### [Assignment]
Repeat the records below exactly, leaving out any pictures.

### [Dataset]

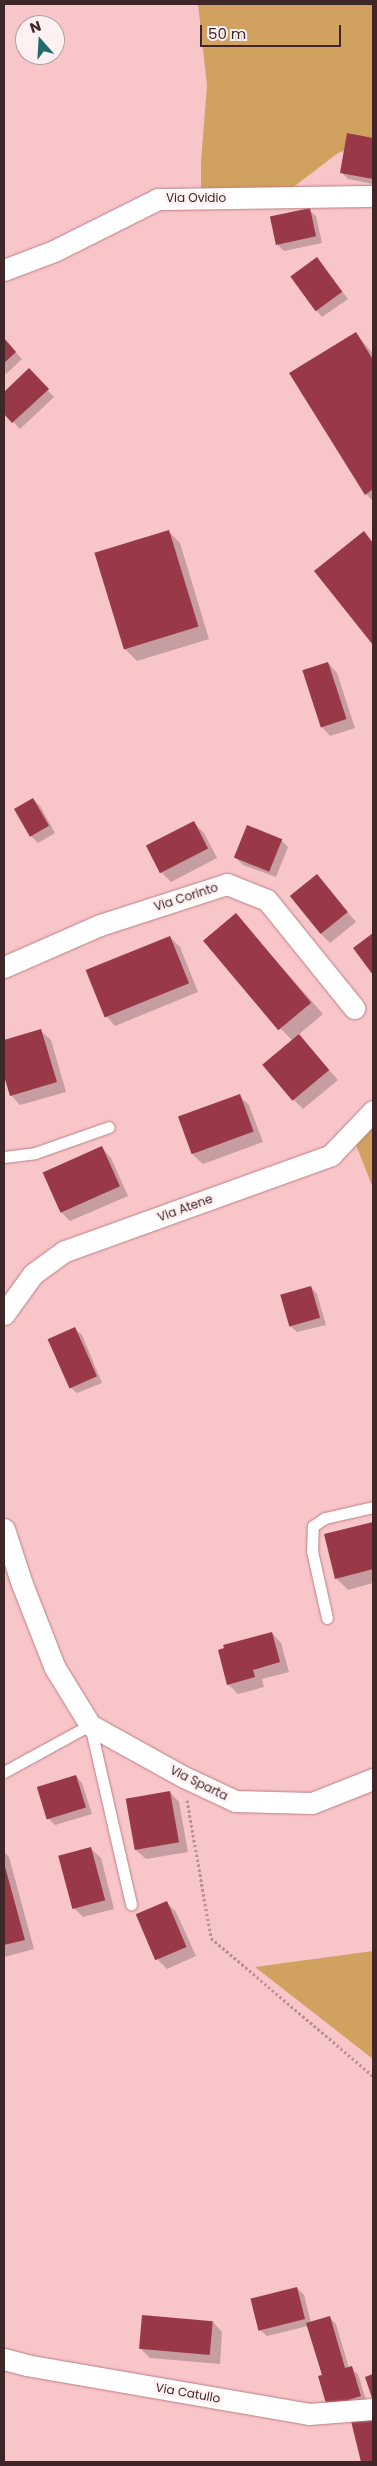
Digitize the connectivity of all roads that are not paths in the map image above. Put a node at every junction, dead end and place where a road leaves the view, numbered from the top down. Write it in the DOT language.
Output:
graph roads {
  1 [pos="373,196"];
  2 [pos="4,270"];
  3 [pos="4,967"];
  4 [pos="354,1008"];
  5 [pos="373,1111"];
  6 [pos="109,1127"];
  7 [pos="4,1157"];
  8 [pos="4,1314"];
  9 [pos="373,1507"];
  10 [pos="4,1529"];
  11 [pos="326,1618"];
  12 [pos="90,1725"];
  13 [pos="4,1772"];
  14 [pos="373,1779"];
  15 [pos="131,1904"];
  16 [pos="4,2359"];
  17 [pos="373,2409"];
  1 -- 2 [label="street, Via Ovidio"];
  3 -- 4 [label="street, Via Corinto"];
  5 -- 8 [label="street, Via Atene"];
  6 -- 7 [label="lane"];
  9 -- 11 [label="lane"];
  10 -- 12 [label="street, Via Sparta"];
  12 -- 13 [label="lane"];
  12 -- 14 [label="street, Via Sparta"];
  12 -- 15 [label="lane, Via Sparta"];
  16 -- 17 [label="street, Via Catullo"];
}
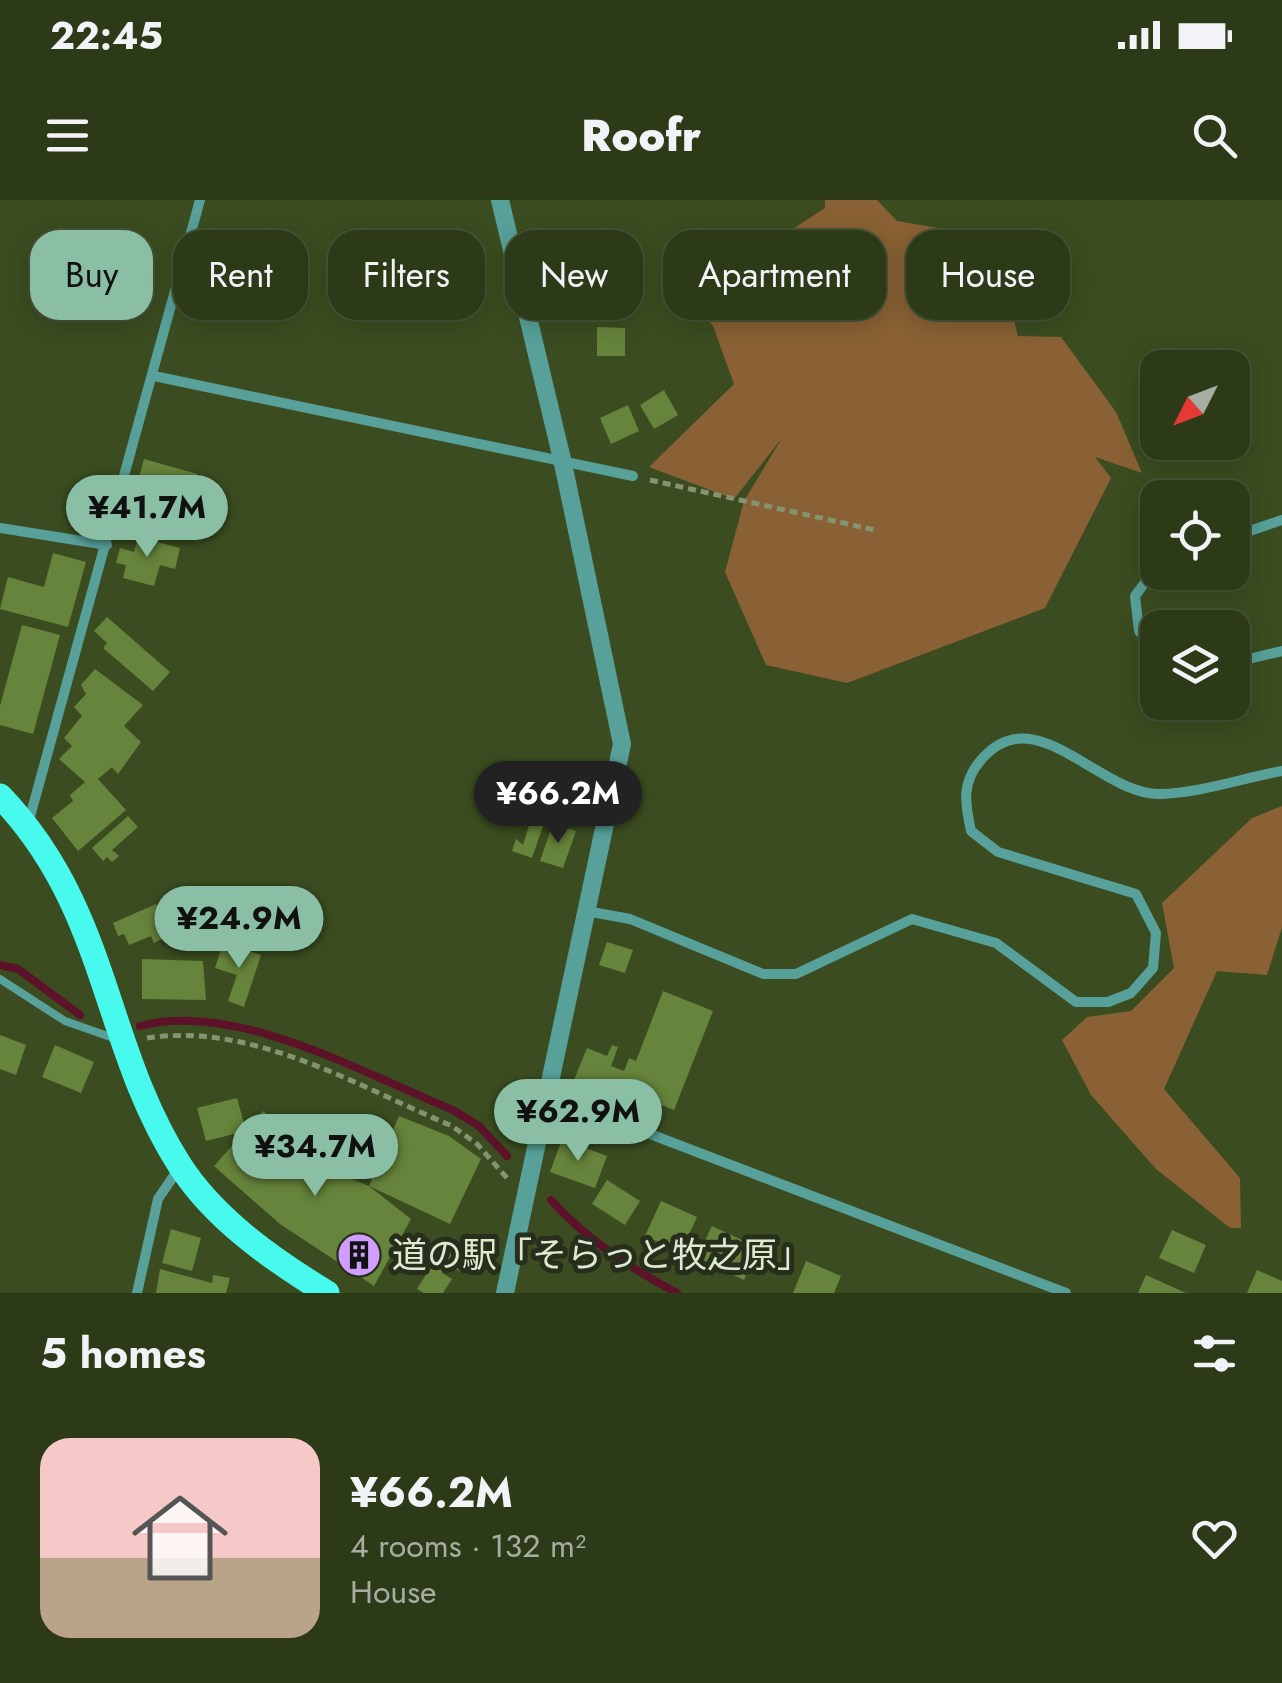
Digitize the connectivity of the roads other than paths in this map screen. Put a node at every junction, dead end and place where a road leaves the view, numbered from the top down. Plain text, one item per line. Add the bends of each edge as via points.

### [Answer section]
Digitize the connectivity of all roads that are not paths in the map image above. Put a node at every junction, dead end and place where a road leaves the view, numbered from the top down. Write it in the DOT language.
Output:
graph roads {
  1 [pos="373,196"];
  2 [pos="4,270"];
  3 [pos="4,967"];
  4 [pos="354,1008"];
  5 [pos="373,1111"];
  6 [pos="109,1127"];
  7 [pos="4,1157"];
  8 [pos="4,1314"];
  9 [pos="373,1507"];
  10 [pos="4,1529"];
  11 [pos="326,1618"];
  12 [pos="90,1725"];
  13 [pos="4,1772"];
  14 [pos="373,1779"];
  15 [pos="131,1904"];
  16 [pos="4,2359"];
  17 [pos="373,2409"];
  1 -- 2 [label="street, Via Ovidio"];
  3 -- 4 [label="street, Via Corinto"];
  5 -- 8 [label="street, Via Atene"];
  6 -- 7 [label="lane"];
  9 -- 11 [label="lane"];
  10 -- 12 [label="street, Via Sparta"];
  12 -- 13 [label="lane"];
  12 -- 14 [label="street, Via Sparta"];
  12 -- 15 [label="lane, Via Sparta"];
  16 -- 17 [label="street, Via Catullo"];
}
Digitize the connectivity of the roads other than paths in this map screen. Put a node at every junction, dead end and place where a road leaves the view, numbered from the top down. Plain text, one item per line. Add the bends of each edge as via points.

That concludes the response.